Why is the cross product defined this way

(blah)i + (blah)j + (blah)k = u

and used this way

(blah)i - (blah)j + (blah)k = u

2. Oct 18, 2009

Well; simply make the second blah in the first line a -blah,- it remains a " blah" doesn't it? :)

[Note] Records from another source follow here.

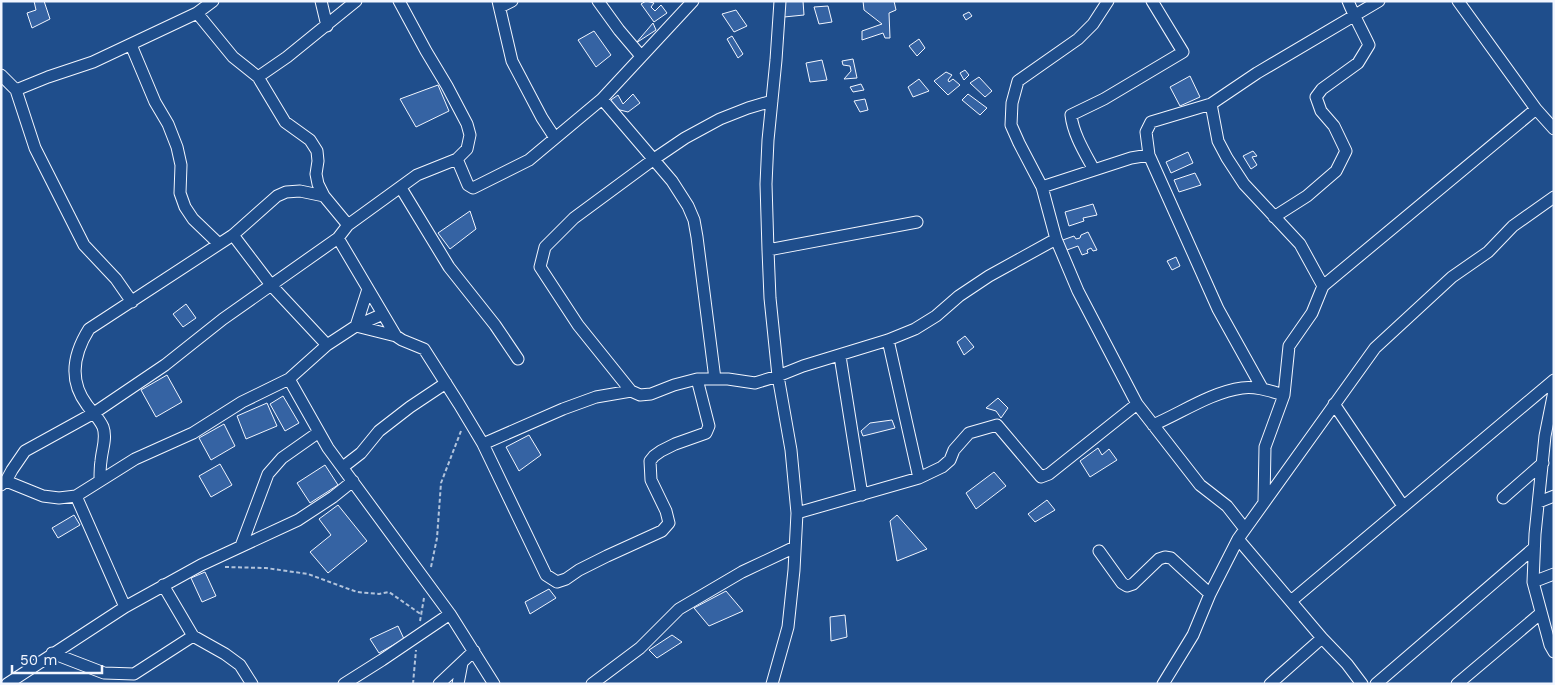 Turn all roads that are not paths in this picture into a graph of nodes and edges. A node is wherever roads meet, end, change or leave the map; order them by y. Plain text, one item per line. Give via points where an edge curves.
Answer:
1 (213, 1) edge
2 (320, 1) edge
3 (356, 1) edge
4 (399, 1) edge
5 (512, 1) edge
6 (598, 1) edge
7 (693, 1) edge
8 (780, 1) edge
9 (1108, 1) edge
10 (1152, 1) edge
11 (1348, 1) edge
12 (1379, 1) edge
13 (1458, 1) edge
14 (499, 4) edge
15 (197, 13) junction
16 (1353, 15) junction
17 (327, 26) junction
18 (131, 45) junction
19 (641, 56) junction
20 (1, 75) edge
21 (258, 77) junction
22 (16, 90) junction
23 (602, 99) junction
24 (772, 101) junction
25 (1211, 104) junction
26 (1536, 110) junction
27 (1554, 129) edge
28 (556, 138) junction
29 (1149, 154) junction
30 (457, 159) junction
31 (654, 160) junction
32 (1094, 170) junction
33 (1042, 187) junction
34 (401, 188) junction
35 (324, 196) junction
36 (1554, 197) edge
37 (1274, 217) junction
38 (916, 222) dead end
39 (348, 225) junction
40 (233, 235) junction
41 (338, 238) junction
42 (1056, 239) junction
43 (219, 244) junction
44 (768, 250) junction
45 (271, 285) junction
46 (1323, 286) junction
47 (368, 289) junction
48 (132, 302) junction
49 (383, 314) junction
50 (356, 326) junction
51 (396, 336) junction
52 (888, 340) junction
53 (327, 345) junction
54 (840, 356) junction
55 (518, 359) dead end
56 (778, 376) junction
57 (289, 379) junction
58 (697, 379) junction
59 (715, 379) junction
60 (1554, 380) edge
61 (446, 383) junction
62 (1262, 388) junction
63 (631, 391) junction
64 (1554, 391) edge
65 (1284, 395) junction
66 (1137, 404) junction
67 (1334, 404) junction
68 (94, 412) junction
69 (1153, 425) junction
70 (319, 432) junction
71 (1549, 434) edge
72 (483, 444) junction
73 (1543, 463) junction
74 (343, 467) junction
75 (920, 478) junction
76 (100, 480) junction
77 (353, 480) junction
78 (4, 483) edge
79 (862, 495) junction
80 (76, 496) junction
81 (1554, 496) edge
82 (1503, 498) dead end
83 (1264, 501) junction
84 (1539, 502) junction
85 (1403, 506) junction
86 (797, 512) junction
87 (1245, 529) junction
88 (1238, 539) junction
89 (241, 546) junction
90 (795, 547) junction
91 (1534, 548) junction
92 (1099, 551) dead end
93 (1554, 574) edge
94 (1533, 582) junction
95 (163, 585) junction
96 (1210, 594) junction
97 (1291, 600) junction
98 (125, 607) junction
99 (1542, 613) junction
100 (450, 614) junction
101 (193, 636) junction
102 (1322, 638) junction
103 (474, 651) junction
104 (1554, 652) edge
105 (52, 653) junction
106 (462, 663) junction
107 (1, 676) edge
108 (136, 679) edge
109 (7, 684) edge
110 (252, 684) edge
111 (344, 684) edge
112 (438, 684) edge
113 (458, 684) edge
114 (494, 684) edge
115 (592, 684) edge
116 (772, 684) edge
117 (1163, 684) edge
118 (1270, 684) edge
119 (1362, 684) edge
120 (1376, 684) edge
121 (1457, 684) edge

1 - 15 street
2 - 17 street
3 - 17 street
4 - 30 street via 467,124 470,135 467,149
5 - 14 street
6 - 19 street
7 - 19 street
8 - 24 street
9 - 33 street via 1078,39 1018,81 1011,124
10 - 32 street via 1183,52 1104,99 1071,114 1079,141
11 - 16 street
12 - 16 street
13 - 26 street
14 - 28 street via 512,61
15 - 18 street
15 - 21 street via 233,57
16 - 25 street
16 - 37 street via 1369,45 1358,63 1316,97 1346,151 1336,171 1307,196
17 - 21 street
18 - 22 street
18 - 43 street via 177,147 182,165 180,193 185,207
19 - 23 street
20 - 22 street
21 - 35 street via 286,122 310,140 317,151 316,174
22 - 48 street via 35,148 84,245 100,260
23 - 28 street
23 - 31 street
24 - 31 street via 720,119
24 - 44 street via 766,184
25 - 29 street via 1151,122 1146,132
25 - 37 street via 1218,141 1244,184
26 - 27 street
26 - 46 street
28 - 30 street via 529,160 473,188 468,186
29 - 32 street
29 - 62 street via 1218,310
30 - 34 street via 422,173
31 - 59 street via 672,181 694,220
31 - 63 street via 574,218 545,247 540,267 578,325
32 - 33 street
33 - 42 street
34 - 39 street
34 - 55 street via 449,267 496,325
35 - 39 street
35 - 40 street via 286,192 277,196
36 - 67 street via 1513,226 1488,252 1452,277 1375,348
37 - 46 street via 1300,244
38 - 44 street
39 - 41 street
40 - 43 street
40 - 45 street
41 - 45 street
41 - 47 street
42 - 52 street via 989,276 915,329
42 - 66 street via 1078,291
43 - 48 street
44 - 56 street
45 - 53 street
45 - 68 street via 165,365
46 - 65 street via 1312,313 1289,346
47 - 49 street
47 - 50 street
48 - 68 street via 89,329 80,344 74,367 78,388
49 - 50 street
49 - 51 street
50 - 51 street
50 - 53 street
51 - 61 street via 424,349
52 - 54 street
52 - 75 street
53 - 57 street
54 - 56 street
54 - 79 street
56 - 59 street via 754,382
56 - 86 street via 791,450
57 - 70 street
57 - 76 street via 242,402 193,432 135,458
58 - 59 street
58 - 63 street via 650,394 640,395
58 - 72 street via 710,426 706,433 675,444 650,461 651,480 670,523 662,531 557,582 546,576
60 - 85 street
61 - 72 street
61 - 74 street via 379,431 361,453
62 - 65 street
62 - 69 street via 1243,388 1220,394
63 - 72 street via 596,396
64 - 71 street
65 - 83 street via 1265,447
66 - 69 street
66 - 75 street via 1041,477 997,425 970,433 954,450 950,460
67 - 83 street
67 - 85 street
68 - 76 street via 105,439
68 - 78 street via 25,452
69 - 87 street via 1200,485 1227,506
70 - 74 street
70 - 89 street via 282,458 268,474
71 - 73 street
73 - 82 street
73 - 84 street
74 - 77 street
75 - 79 street
76 - 80 street
77 - 89 street via 298,520
77 - 100 street
78 - 80 street via 43,496
79 - 86 street
80 - 98 street
81 - 84 street
83 - 87 street
84 - 91 street
85 - 97 street
86 - 90 street
87 - 88 street
88 - 96 street
88 - 97 street
89 - 95 street
90 - 115 street via 742,572 679,609 640,648
90 - 116 street via 788,627
91 - 94 street
91 - 120 street
92 - 96 street via 1127,586 1165,557 1171,558
93 - 94 street
94 - 99 street
95 - 98 street
95 - 101 street
96 - 117 street via 1193,635
97 - 102 street
98 - 105 street
99 - 104 street
99 - 121 street
100 - 103 street
100 - 111 street
101 - 108 street
101 - 110 street via 240,665
102 - 118 street
102 - 119 street
103 - 106 street
103 - 114 street
105 - 108 street via 104,673
105 - 109 street
106 - 112 street
106 - 113 street
107 - 109 street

The " trick" you mention makes use of a determinant to calculate aXb .

3. Oct 18, 2009

### HallsofIvy

Making the second coeffient "-" makes it fit a nice mnemonic:
expanding a determinant along the top row
$$\left|\begin{array}{ccc}a & b & c \\ d & e & f\\ g & h & i\end{array}\right|= a\left|\begin{array}{cc}e & f \\ h & i\end{array}\right|- b\left|\begin{array}{cc}d & f \\ g & i\end{array}\right|+ c\left|\begin{array}{cc}d& e \\ g & h\end{array}\right|$$

If $\vec{u}= a\vec{i}+ b\vec{j}+ c\vec{k}$ and $\vec{v}= x\vec{i}+ y\vec{j}+ z\vec{k}$, then writing $\ve{u}\times \vec{v}= (bz-cy)\vec{i}+ (az- cx)\vec{j}+ (ay- bx)\vec{k}$ as $(bz-cy)\vec{i}- (cx- az)\vec{j}+ (au= bx-)\vec{k}$ makes it clearer that we can think of it as
$$\vec{u}\times\vec{v}= \left|\begin{array}{ccc}\vec{i} & \vec{j} & \vec{k} \\ a & b & c \\ x & y & z\end{array}\right|$$

4. Oct 18, 2009

### Noxide

Thanks ivy!

We basically got the formula thrown at us because it is useful when finding torques. I see that cross products are also going to be covered in our linear algebra class, but we have not yet covered determinants in the class so cross products are a little out of my reach in terms of gaining a full understanding. I think your explanation nudged me in the right direction.